Weary of the small, crowded visual space on your smart phone when controlling your DJI drone? If you're looking to take your drone photographs to the next level, consider the Lekufee Bracket Mount for DJI drones coupled with a larger tablet display screen.
The reality of done photography is that you aren't behind the camera–not literally anyway. You're looking at a screen as much as a quarter of a mile away. While a smartphone provides a reasonable approximation of the drone camera image, it's also carrying a great deal of information. Using a larger tablet that you may already have is an affordable way to improve your drone photos.
The Photographer and Gear Synergy
Have you ever attended a corporate retreat or team-building exercise for your job? Or maybe it happened to you at freshman orientation. Organizers of such events like to traipse out into the woods, away from traffic, cell phone towers, and other distractions. You stand awkwardly with people you barely know–or only know from the office. The organizer gives your group a seemingly meaningless task, like building a pyramid of stones. Then you're given some arbitrary rules to accompany this task, like half of your group can only lift the blue rocks and half of you can only lift the red rocks or some such foolishness.
You might remember these activities as utter nonsense. You're right, the task and the rules are nonsense, of a sort. But they serve as a catalyst. A backwoods visual McGuffin to motivate your co-workers or classmates to accomplish a goal. The result is not a geometrically awe-inspiring rock pyramid to end all rock pyramids. The goal is the cooperation itself. The pyramid is just a visual reminder of the lesson that cooperation, fueled by communication, leads to better results than an individual could accomplish alone.
At least, I hope that's the lesson. Maybe somebody in your HR department has a cousin in the rock pyramid business. The word in the business world is synergy. It describes streams of operations that, when combined, yield better results for the organization as a whole.
The Rise of the Smartphone
As photographers, we often pursue our craft with solitary determination, and only rarely on others. But even then, we still seek synergy. Mostly gear synergy. Gear synergy is seeking out gear that is technically compatible or practically useful in working with our preexisting gear. You don't have to look any further than the market for adapting traditional DSLR lenses to the mirrorless camera world to realize that photographers' desire for gear synergy drives much of the photo gear market.
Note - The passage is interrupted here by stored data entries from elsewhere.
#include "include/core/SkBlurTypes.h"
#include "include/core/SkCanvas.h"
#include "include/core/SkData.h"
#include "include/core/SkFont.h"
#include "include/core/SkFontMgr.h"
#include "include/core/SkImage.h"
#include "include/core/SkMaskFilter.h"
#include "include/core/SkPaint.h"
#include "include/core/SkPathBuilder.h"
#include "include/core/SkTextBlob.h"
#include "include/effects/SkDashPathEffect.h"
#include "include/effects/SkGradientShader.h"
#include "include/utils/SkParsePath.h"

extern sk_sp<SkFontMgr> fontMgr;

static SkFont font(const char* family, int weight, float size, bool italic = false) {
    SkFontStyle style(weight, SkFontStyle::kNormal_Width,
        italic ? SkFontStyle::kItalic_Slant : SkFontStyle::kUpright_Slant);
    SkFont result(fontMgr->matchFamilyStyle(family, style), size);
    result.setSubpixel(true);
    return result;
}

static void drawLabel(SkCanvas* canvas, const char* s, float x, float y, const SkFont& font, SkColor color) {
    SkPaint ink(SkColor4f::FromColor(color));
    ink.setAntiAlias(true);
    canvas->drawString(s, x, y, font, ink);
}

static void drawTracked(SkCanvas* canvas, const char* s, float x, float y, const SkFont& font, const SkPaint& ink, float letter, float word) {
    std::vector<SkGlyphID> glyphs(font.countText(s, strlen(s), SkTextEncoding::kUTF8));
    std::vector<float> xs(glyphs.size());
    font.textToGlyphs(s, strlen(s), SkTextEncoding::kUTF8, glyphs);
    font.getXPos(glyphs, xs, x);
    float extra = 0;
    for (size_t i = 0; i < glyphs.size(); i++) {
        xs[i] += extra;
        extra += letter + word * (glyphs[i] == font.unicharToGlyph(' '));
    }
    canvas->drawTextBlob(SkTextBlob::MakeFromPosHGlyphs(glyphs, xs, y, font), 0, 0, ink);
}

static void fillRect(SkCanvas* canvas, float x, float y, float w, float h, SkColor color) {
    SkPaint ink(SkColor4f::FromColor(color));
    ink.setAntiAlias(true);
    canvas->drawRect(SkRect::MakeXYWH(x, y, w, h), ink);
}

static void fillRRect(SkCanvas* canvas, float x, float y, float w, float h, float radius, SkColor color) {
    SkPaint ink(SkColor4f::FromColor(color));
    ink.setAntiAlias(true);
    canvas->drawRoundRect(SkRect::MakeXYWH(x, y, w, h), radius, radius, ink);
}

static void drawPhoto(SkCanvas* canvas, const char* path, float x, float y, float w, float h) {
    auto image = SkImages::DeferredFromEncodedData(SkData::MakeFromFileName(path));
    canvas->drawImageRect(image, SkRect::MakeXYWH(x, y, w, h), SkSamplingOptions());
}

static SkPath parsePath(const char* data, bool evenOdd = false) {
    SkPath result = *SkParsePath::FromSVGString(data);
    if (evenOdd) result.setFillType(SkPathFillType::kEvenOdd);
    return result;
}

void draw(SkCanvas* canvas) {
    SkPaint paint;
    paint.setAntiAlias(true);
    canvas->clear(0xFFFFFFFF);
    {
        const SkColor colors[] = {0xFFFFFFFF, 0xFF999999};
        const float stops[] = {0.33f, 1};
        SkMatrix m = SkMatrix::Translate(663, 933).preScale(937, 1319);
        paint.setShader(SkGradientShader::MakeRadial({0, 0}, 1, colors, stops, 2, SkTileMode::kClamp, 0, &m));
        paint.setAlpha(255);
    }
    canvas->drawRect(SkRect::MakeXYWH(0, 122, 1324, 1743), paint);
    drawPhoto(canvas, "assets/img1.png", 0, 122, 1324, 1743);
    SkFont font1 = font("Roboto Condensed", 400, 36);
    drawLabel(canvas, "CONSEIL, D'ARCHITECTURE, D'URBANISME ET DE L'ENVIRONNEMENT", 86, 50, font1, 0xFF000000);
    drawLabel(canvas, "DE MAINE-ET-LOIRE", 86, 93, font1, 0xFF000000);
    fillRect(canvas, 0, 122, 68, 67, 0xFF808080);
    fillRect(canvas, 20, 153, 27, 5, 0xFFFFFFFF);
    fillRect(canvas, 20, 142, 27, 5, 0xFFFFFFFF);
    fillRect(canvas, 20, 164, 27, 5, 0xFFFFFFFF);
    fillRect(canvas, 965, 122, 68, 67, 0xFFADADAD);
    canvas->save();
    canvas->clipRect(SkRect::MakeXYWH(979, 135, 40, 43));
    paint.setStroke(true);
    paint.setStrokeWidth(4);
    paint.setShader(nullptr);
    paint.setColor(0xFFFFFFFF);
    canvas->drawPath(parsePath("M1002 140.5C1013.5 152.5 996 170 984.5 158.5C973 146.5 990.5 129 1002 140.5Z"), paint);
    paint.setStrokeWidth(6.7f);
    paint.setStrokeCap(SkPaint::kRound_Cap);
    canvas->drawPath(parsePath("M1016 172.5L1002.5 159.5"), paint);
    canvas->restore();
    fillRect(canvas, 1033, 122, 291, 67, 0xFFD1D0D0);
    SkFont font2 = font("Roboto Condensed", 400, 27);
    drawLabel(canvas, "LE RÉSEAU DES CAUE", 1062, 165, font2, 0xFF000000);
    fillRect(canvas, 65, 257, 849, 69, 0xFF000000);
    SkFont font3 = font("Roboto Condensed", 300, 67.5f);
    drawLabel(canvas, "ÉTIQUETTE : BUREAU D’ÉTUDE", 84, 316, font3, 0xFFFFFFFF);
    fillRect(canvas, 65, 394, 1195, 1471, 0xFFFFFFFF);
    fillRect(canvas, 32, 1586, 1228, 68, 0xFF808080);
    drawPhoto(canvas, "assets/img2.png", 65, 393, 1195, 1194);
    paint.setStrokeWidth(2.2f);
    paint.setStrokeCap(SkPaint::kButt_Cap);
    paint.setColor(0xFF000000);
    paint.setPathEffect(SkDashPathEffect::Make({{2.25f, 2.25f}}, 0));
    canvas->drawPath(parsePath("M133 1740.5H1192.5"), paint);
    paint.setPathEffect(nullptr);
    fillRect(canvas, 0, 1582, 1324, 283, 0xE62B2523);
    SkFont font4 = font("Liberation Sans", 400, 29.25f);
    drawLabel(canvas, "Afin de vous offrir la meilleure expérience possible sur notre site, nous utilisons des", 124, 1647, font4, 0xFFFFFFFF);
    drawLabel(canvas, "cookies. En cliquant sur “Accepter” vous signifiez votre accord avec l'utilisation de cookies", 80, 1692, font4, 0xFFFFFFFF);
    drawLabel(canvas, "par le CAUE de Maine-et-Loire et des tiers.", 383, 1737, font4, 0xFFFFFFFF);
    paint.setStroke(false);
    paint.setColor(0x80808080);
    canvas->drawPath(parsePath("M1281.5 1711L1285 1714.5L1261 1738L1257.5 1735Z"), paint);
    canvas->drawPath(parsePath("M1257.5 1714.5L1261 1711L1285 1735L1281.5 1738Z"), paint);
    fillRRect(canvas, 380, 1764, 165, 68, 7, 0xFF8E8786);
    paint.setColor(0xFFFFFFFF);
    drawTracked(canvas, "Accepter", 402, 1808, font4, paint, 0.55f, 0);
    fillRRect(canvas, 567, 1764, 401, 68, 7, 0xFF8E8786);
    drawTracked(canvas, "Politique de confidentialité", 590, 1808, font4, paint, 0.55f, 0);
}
The modern smartphone is practically Grand Central Station of gear synergy. We don't have to pay for a separate stand-alone GPS in the car; or a separate device to hold our music; or a separate device to send emails. By virtue of the modern smartphone's built-in tools–and the creativity of the free market–the smartphone is the modern Swiss army knife. Smartphones give us many useful tools we've used for years–and others we never thought we could afford–in a more convenient package. Smartphones also give us apps we had no idea we needed, like the “K-Blocker,” app which blocks any Kardashian content from appearing in your Safari browser. The future is now, my friends.
Drone is Where the Art Is
It's no wonder, then, that venerable drone manufacturer DJI makes great use of smartphones to expand the capabilities of modern drones. At the same time, every capability that DJI can push to the smartphone is one less feature it needs to manufacture a hardware-based solution for–allowing it to offer more sophisticated drones at a lower price point.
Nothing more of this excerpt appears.